Pity the poor Hub. Mere weeks ago, it appeared that the Conservative Party it cheers on so ardently would cruise to victory in the coming federal election. Canadians had tired of Justin Trudeau after nine years as prime minister and new Conservative leader Pierre Poilievre had rocketed up the polls by promising to defund the CBC and cancel the subsidies our news media have been collecting for the past five years. But then Trudeau resigned and was replaced by the more cerebral Mark Carney, whose acumen puts career politician Poilievre to shame. Donald Trump then slapped massive tariffs on Canadian products, sparking a trade war that has brought us together like seldom before. Given this newfound spirit of nationalism, axing the CBC is about the last thing voters want to sign off on. Worst of all, Poilievre’s right-wing policies hew a bit too closely to Trump’s and he rightly suffers from guilt by association.

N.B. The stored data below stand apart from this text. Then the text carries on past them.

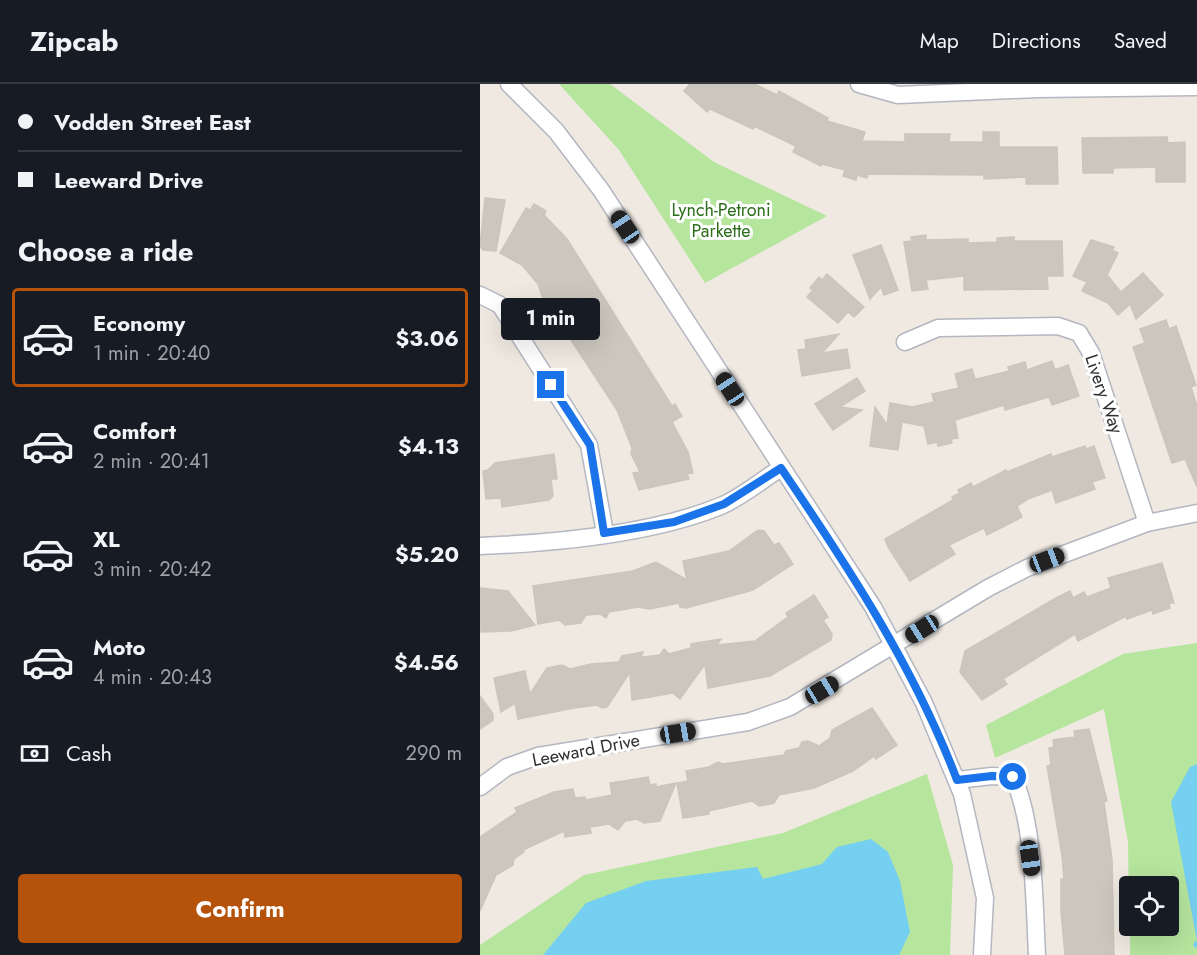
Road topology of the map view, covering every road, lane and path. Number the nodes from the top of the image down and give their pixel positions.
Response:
1 (509, 84) edge
2 (860, 84) edge
3 (1037, 86) edge
4 (1197, 87) edge
5 (480, 295) edge
6 (905, 342) dead end
7 (781, 468) junction
8 (1197, 513) edge
9 (1147, 523) junction
10 (604, 533) junction
11 (480, 546) edge
12 (894, 646) junction
13 (957, 780) junction
14 (480, 787) edge
15 (982, 955) edge
16 (1037, 955) edge

1 - 7 street
2 - 3 street
3 - 4 street
5 - 10 street
6 - 9 street, Livery Way
7 - 10 street
7 - 12 street
8 - 9 street, Leeward Drive
9 - 12 street, Leeward Drive
10 - 11 street
12 - 13 street
12 - 14 street, Leeward Drive
13 - 15 street
13 - 16 street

This is thus shaping up as a one-issue election, rendering moot much of the groundwork laid by The Hub, which was founded four years ago by two faculty members of the Munk School of Global Affairs & Public Policy at the University of Toronto. The school was controversially named after Barrick Gold founder Peter Munk, who actively promoted far-right policies including environmental de-regulation, in exchange for a $6.4 million donation in 1997. Munk gave it another $5 million in 2006 and $35 million more in 2014, which sparked controversy not only for the $16 million tax credit it somehow returned him, but also for its secret provision that the Munk School take advice from Barrick’s advisory board, which then included former US President George H. Bush and former Prime Minister Brian Mulroney. The Canadian Foreign Policy Institute has argued that Munk’s donations resulted in the school being “shaped in his hard right image.”
The Munk School has become highly influential with its vast resources, sponsoring an eight-month Munk Fellowship in Global Journalism for 20 applicants........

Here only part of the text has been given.